→ **Task statement**:
Each line of the records that holds the word "down" should be copied out.

→ **Stored data**:

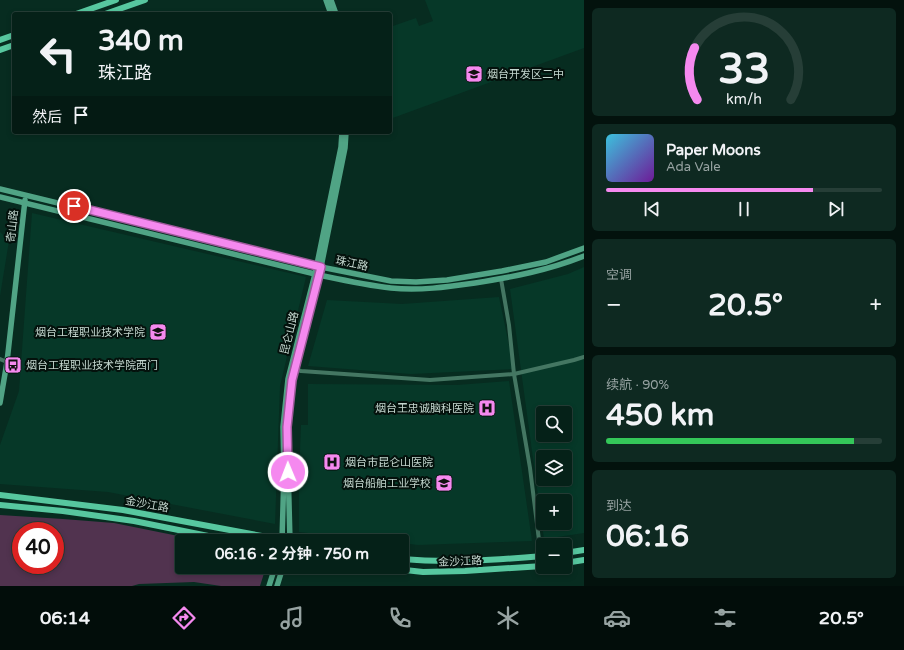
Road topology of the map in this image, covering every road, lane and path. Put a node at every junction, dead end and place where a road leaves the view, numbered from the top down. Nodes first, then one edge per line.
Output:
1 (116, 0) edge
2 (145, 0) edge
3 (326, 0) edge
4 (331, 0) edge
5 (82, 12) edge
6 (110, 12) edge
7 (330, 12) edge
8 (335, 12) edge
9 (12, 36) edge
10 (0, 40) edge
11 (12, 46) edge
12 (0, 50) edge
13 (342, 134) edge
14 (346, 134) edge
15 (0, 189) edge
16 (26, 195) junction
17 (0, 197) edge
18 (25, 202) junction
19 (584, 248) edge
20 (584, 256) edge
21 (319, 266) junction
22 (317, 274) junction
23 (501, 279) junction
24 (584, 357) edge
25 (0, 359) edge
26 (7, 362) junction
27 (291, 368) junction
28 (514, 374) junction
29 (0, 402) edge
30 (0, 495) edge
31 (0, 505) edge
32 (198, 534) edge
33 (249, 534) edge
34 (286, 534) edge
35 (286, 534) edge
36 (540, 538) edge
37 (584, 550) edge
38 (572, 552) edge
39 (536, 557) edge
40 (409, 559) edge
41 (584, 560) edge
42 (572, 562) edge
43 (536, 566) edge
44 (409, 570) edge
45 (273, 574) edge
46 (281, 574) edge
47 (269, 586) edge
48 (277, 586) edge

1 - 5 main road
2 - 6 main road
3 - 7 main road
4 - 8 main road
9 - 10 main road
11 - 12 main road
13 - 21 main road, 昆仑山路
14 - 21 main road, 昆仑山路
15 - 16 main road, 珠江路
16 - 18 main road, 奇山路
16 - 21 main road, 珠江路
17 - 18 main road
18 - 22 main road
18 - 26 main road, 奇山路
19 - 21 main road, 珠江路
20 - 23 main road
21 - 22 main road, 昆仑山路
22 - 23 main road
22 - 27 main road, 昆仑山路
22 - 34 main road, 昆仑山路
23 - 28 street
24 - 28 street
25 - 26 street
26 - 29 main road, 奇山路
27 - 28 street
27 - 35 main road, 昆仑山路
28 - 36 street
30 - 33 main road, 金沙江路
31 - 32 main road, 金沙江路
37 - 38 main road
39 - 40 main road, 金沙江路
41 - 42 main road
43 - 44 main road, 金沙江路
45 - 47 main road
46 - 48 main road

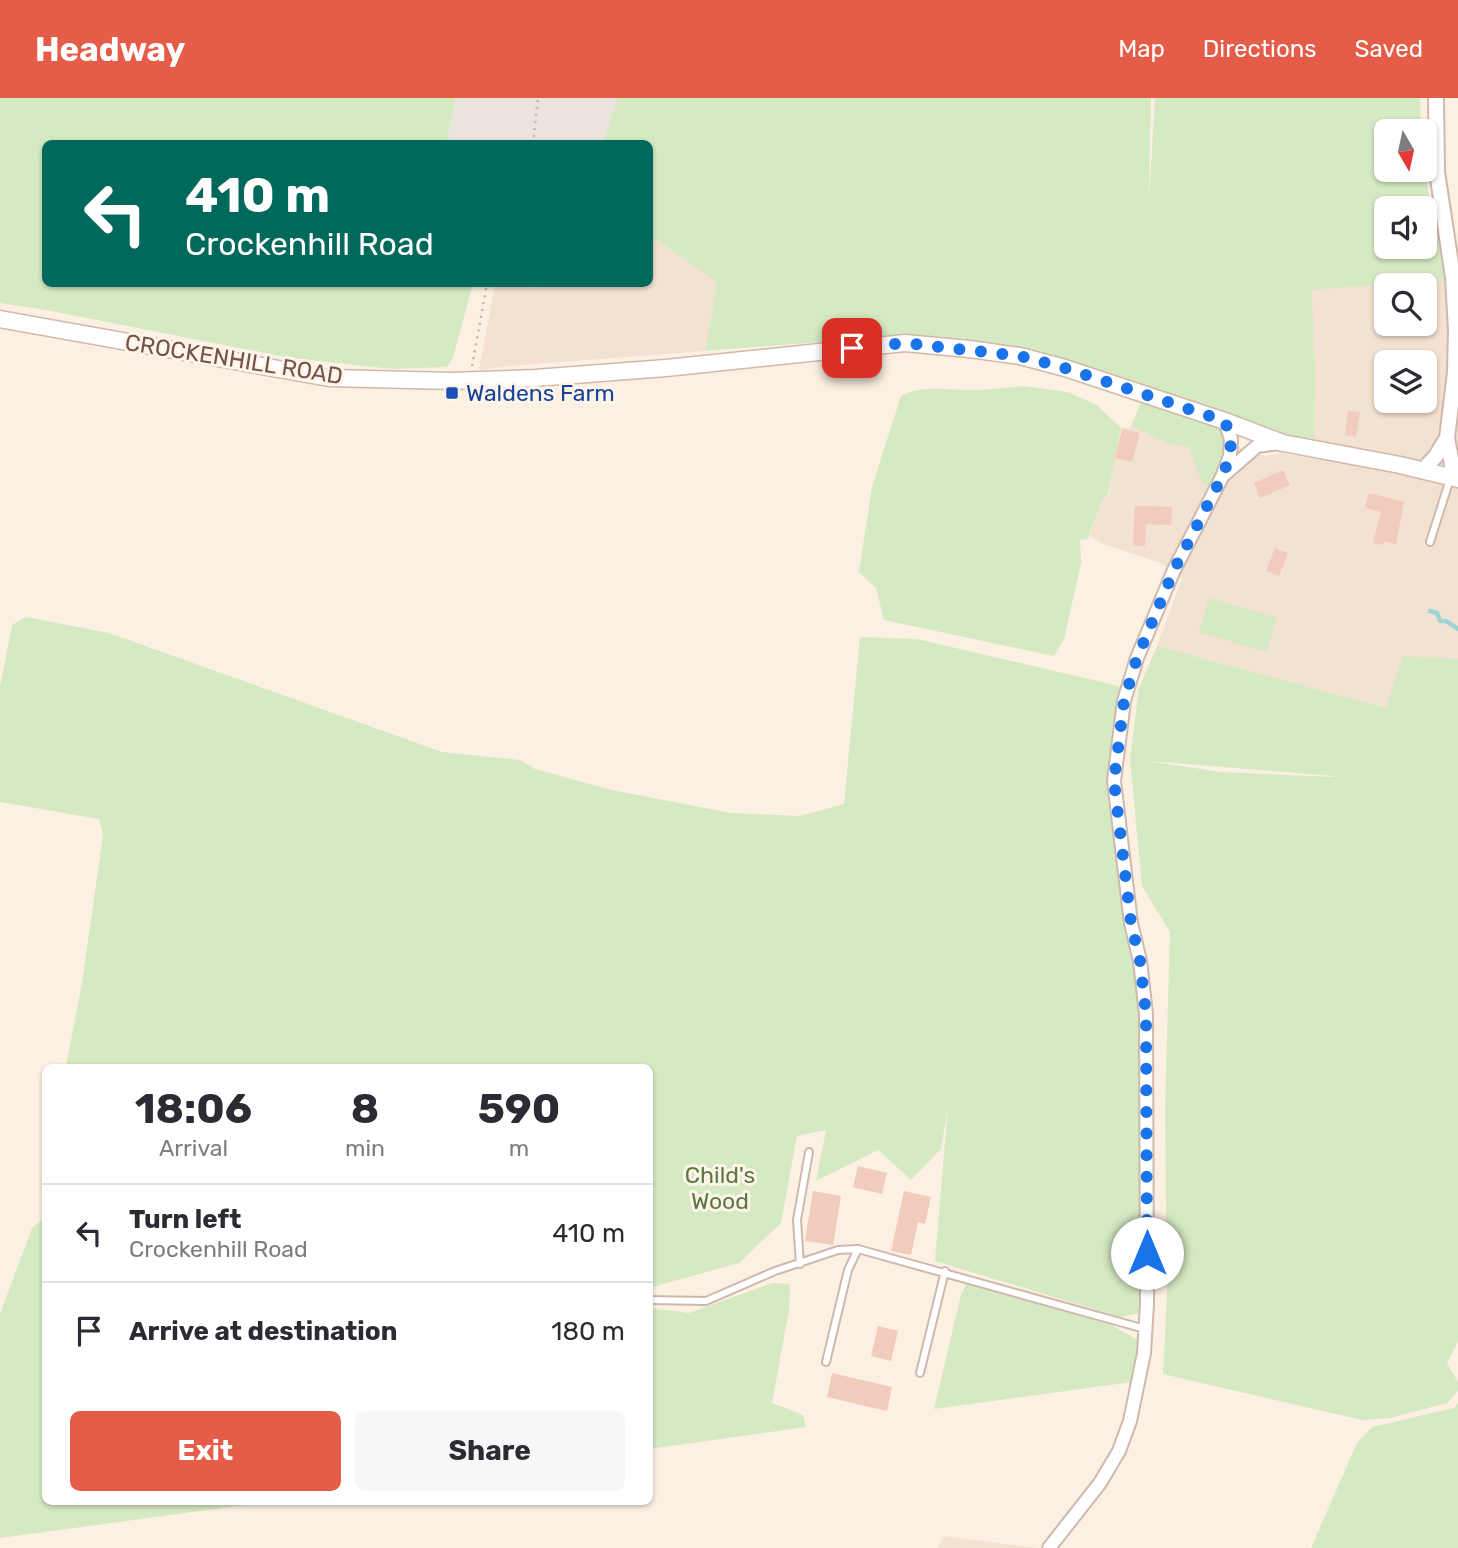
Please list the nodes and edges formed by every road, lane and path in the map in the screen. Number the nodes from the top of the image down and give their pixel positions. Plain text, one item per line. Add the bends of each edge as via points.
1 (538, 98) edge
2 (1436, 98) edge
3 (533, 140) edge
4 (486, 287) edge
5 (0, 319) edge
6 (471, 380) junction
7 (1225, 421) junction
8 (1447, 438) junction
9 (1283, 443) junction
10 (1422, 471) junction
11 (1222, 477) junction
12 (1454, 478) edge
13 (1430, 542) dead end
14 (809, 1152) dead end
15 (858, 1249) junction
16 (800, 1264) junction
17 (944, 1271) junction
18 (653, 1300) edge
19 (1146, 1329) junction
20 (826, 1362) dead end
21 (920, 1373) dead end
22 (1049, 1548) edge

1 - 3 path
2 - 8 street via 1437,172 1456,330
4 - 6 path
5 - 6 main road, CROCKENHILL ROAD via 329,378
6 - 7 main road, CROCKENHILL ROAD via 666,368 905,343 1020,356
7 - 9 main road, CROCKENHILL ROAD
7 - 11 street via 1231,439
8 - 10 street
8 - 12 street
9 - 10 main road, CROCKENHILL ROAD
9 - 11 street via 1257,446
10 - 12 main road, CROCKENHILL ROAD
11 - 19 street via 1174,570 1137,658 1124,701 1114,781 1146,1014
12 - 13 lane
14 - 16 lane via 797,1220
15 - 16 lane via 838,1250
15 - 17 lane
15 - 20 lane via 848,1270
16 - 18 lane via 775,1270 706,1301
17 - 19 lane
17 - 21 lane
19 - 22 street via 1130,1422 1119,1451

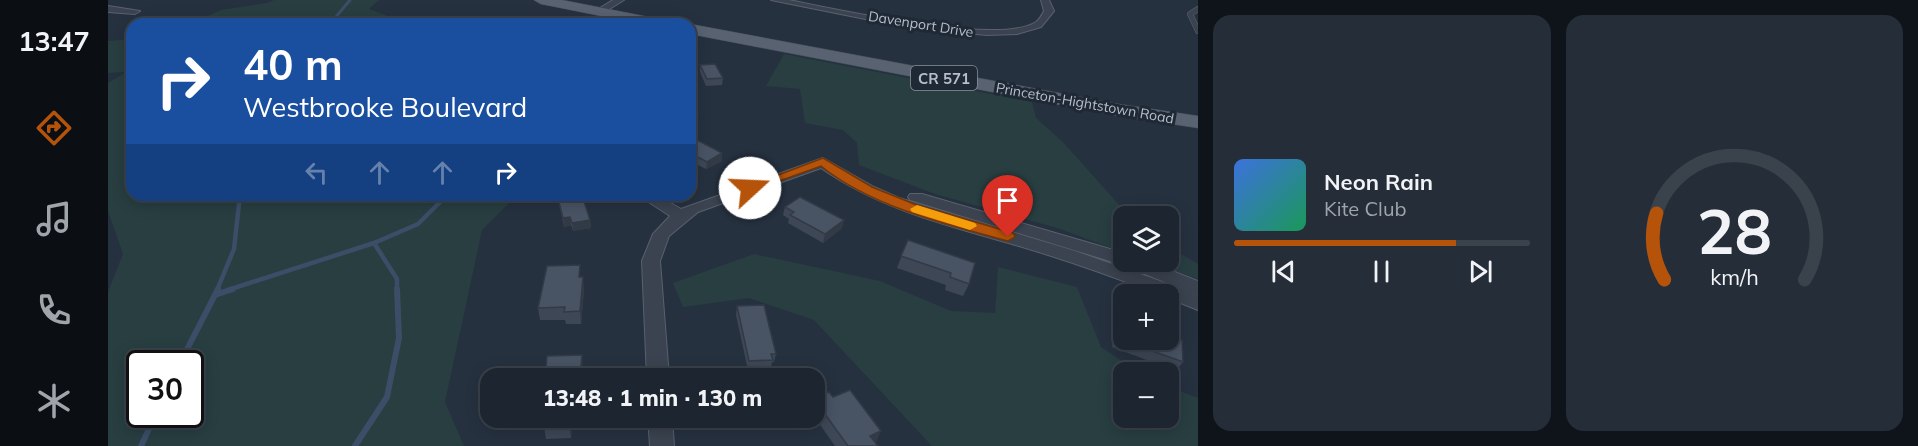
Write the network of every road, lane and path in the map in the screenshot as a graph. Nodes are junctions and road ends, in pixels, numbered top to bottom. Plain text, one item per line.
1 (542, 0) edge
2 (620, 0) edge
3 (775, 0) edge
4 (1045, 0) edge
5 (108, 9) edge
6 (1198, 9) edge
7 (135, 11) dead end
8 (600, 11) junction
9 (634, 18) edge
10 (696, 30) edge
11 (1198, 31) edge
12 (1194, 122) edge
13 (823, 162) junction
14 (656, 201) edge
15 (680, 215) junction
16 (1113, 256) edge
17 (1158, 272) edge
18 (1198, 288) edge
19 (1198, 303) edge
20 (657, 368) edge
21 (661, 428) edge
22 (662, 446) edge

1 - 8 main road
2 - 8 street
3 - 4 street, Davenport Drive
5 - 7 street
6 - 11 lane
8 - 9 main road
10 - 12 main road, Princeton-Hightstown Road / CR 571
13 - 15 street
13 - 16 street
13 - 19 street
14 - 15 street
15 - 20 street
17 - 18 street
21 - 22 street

→ **Expected answer**:
Road topology of the map in this image, covering every road, lane and path. Put a node at every junction, dead end and place where a road leaves the view, numbered from the top down. Nodes first, then one edge per line.
Please list the nodes and edges formed by every road, lane and path in the map in the screen. Number the nodes from the top of the image down and give their pixel positions. Plain text, one item per line. Add the bends of each edge as via points.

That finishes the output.